§ **ABOUT THIS EXERCISE**
Nothing but the pictures gets dropped; retype every entry exactly.

*** Opening of DATASET ENTRIES ***

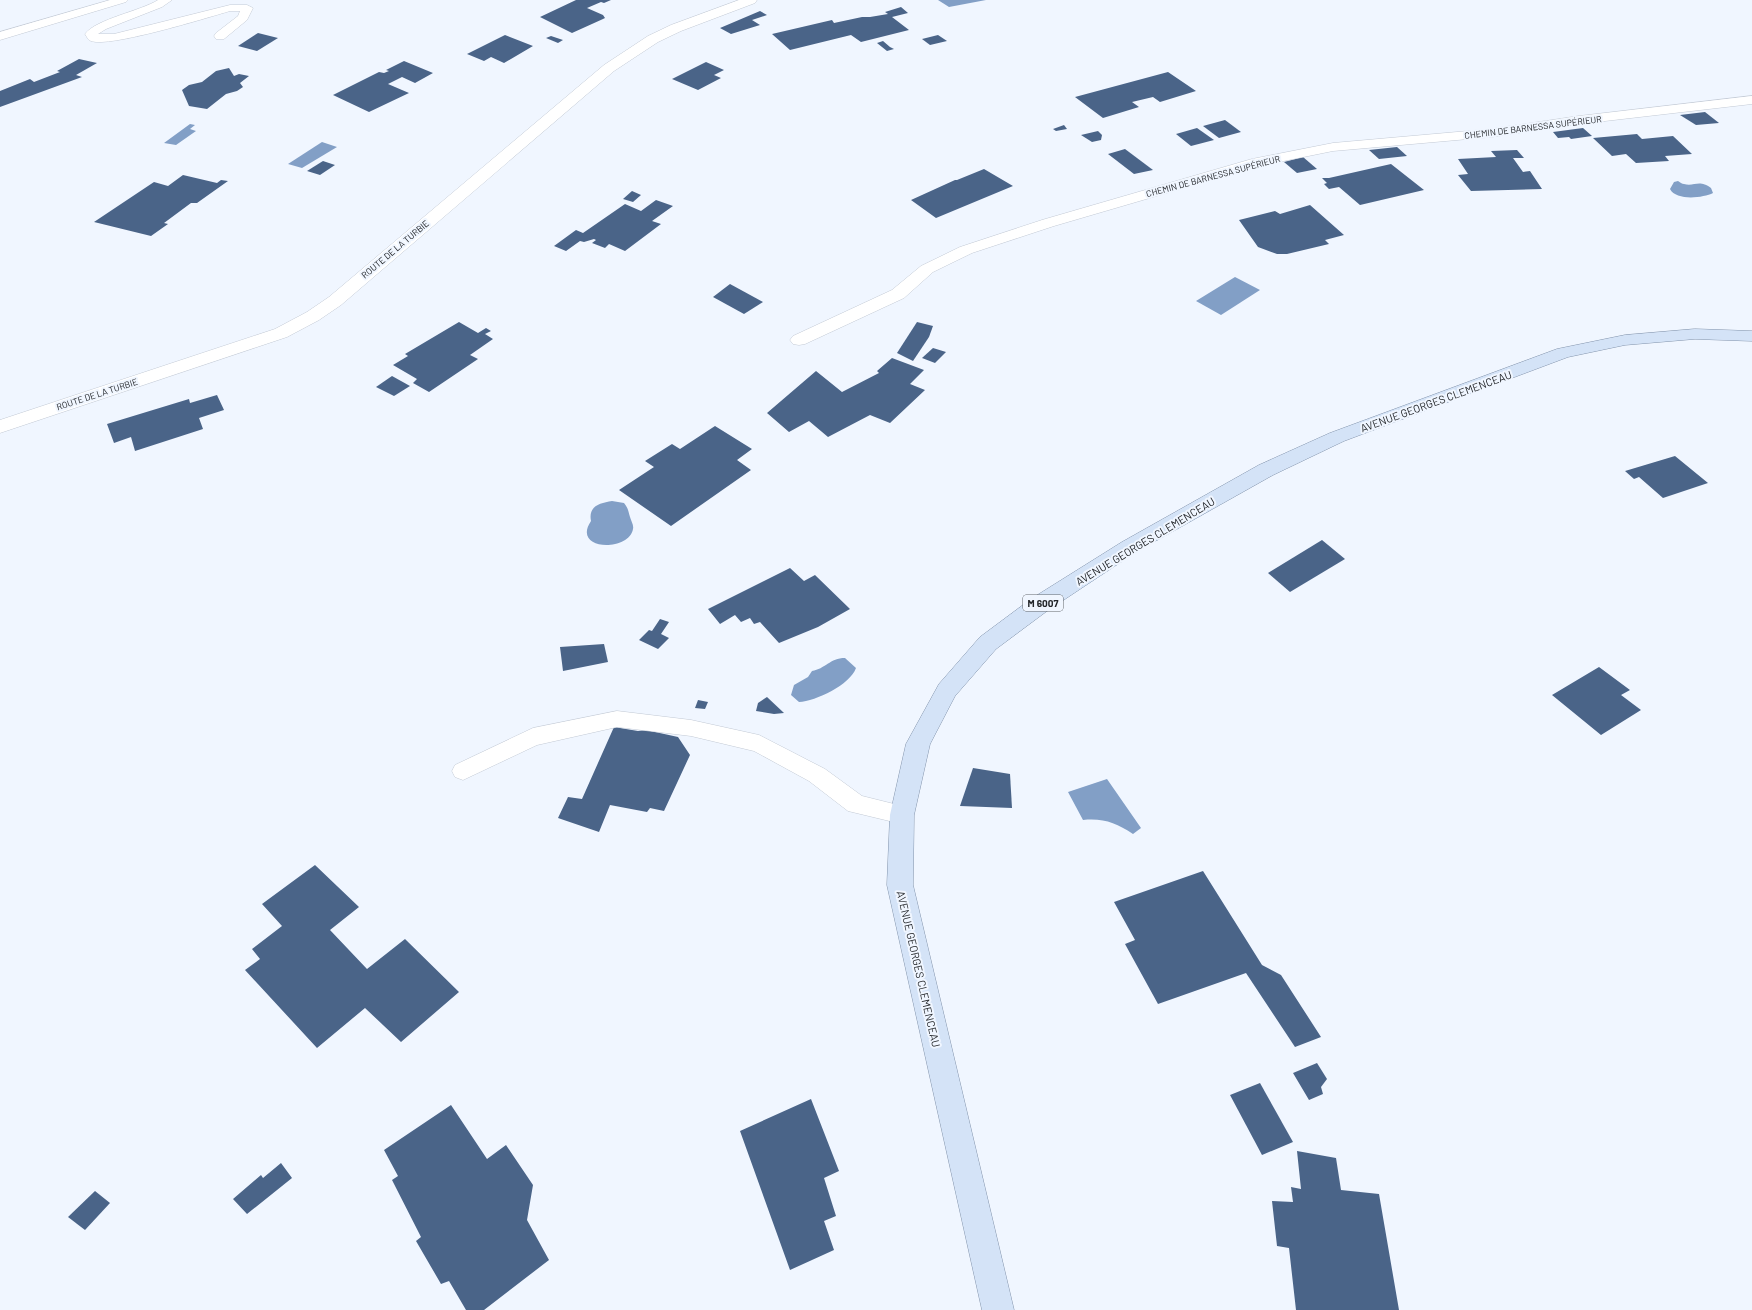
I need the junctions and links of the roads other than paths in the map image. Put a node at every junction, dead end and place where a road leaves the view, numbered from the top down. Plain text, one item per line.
1 (122, 0) edge
2 (166, 0) edge
3 (751, 0) edge
4 (0, 36) edge
5 (220, 36) dead end
6 (1752, 100) edge
7 (1752, 336) edge
8 (799, 340) dead end
9 (0, 427) edge
10 (463, 771) dead end
11 (902, 815) junction
12 (998, 1310) edge

1 - 4 lane
2 - 5 lane
3 - 9 street, ROUTE DE LA TURBIE
6 - 8 street, CHEMIN DE BARNESSA SUPÉRIEUR
7 - 11 main road, AVENUE GEORGES CLEMENCEAU / M 6007
10 - 11 lane
11 - 12 main road, AVENUE GEORGES CLEMENCEAU / M 6007

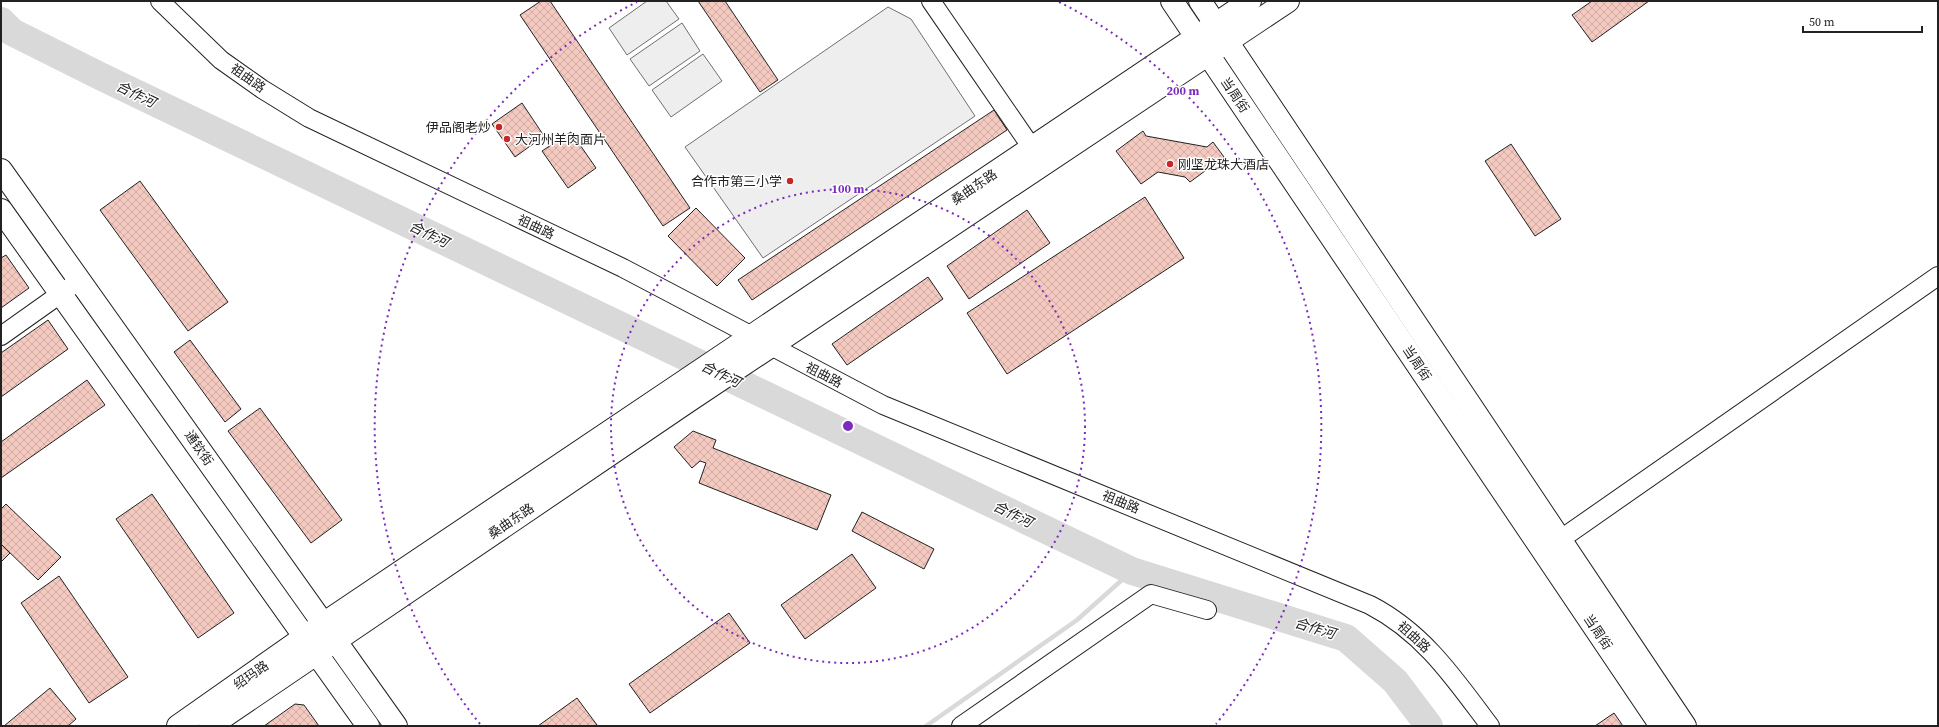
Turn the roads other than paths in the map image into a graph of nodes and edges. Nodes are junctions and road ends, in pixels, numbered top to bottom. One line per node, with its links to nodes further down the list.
1 (160, 1): 16 (street, 祖曲路)
2 (932, 1): 9 (street)
3 (1172, 1): 8 (main road, 当周街)
4 (1200, 1): 7 (main road, 当周街)
5 (1250, 1): 7 (main road)
6 (1288, 1): 7 (main road)
7 (1221, 33): 8 (main road, 桑曲东路); 17 (main road, 当周街)
8 (1202, 45): 9 (main road, 桑曲东路); 16 (main road, 桑曲东路); 27 (main road, 当周街)
9 (1032, 148): 16 (main road, 桑曲东路)
10 (1, 170): 13 (main road, 通钦街)
11 (1, 210): 14 (main road)
12 (1938, 276): 17 (street)
13 (80, 280): 14 (street); 19 (main road, 通钦街)
14 (61, 294): 15 (street); 20 (main road)
15 (1, 336)
16 (752, 348): 19 (main road, 桑曲东路); 26 (street, 祖曲路)
17 (1561, 539): 28 (main road, 当周街)
18 (1207, 610): 25 (street)
19 (329, 632): 20 (main road, 绍玛路); 24 (main road, 通钦街)
20 (311, 645): 21 (main road, 绍玛路); 22 (main road, 绍玛路); 23 (main road)
21 (178, 726)
22 (210, 726)
23 (368, 726)
24 (396, 726)
25 (961, 726)
26 (1490, 726)
27 (1661, 726)
28 (1685, 726)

*** Close of DATASET ENTRIES ***

§ **YOUR SOLUTION**
I need the junctions and links of the roads other than paths in the map image. Put a node at every junction, dead end and place where a road leaves the view, numbered from the top down. Plain text, one item per line.
1 (122, 0) edge
2 (166, 0) edge
3 (751, 0) edge
4 (0, 36) edge
5 (220, 36) dead end
6 (1752, 100) edge
7 (1752, 336) edge
8 (799, 340) dead end
9 (0, 427) edge
10 (463, 771) dead end
11 (902, 815) junction
12 (998, 1310) edge

1 - 4 lane
2 - 5 lane
3 - 9 street, ROUTE DE LA TURBIE
6 - 8 street, CHEMIN DE BARNESSA SUPÉRIEUR
7 - 11 main road, AVENUE GEORGES CLEMENCEAU / M 6007
10 - 11 lane
11 - 12 main road, AVENUE GEORGES CLEMENCEAU / M 6007

Turn the roads other than paths in the map image into a graph of nodes and edges. Nodes are junctions and road ends, in pixels, numbered top to bottom. One line per node, with its links to nodes further down the list.
1 (160, 1): 16 (street, 祖曲路)
2 (932, 1): 9 (street)
3 (1172, 1): 8 (main road, 当周街)
4 (1200, 1): 7 (main road, 当周街)
5 (1250, 1): 7 (main road)
6 (1288, 1): 7 (main road)
7 (1221, 33): 8 (main road, 桑曲东路); 17 (main road, 当周街)
8 (1202, 45): 9 (main road, 桑曲东路); 16 (main road, 桑曲东路); 27 (main road, 当周街)
9 (1032, 148): 16 (main road, 桑曲东路)
10 (1, 170): 13 (main road, 通钦街)
11 (1, 210): 14 (main road)
12 (1938, 276): 17 (street)
13 (80, 280): 14 (street); 19 (main road, 通钦街)
14 (61, 294): 15 (street); 20 (main road)
15 (1, 336)
16 (752, 348): 19 (main road, 桑曲东路); 26 (street, 祖曲路)
17 (1561, 539): 28 (main road, 当周街)
18 (1207, 610): 25 (street)
19 (329, 632): 20 (main road, 绍玛路); 24 (main road, 通钦街)
20 (311, 645): 21 (main road, 绍玛路); 22 (main road, 绍玛路); 23 (main road)
21 (178, 726)
22 (210, 726)
23 (368, 726)
24 (396, 726)
25 (961, 726)
26 (1490, 726)
27 (1661, 726)
28 (1685, 726)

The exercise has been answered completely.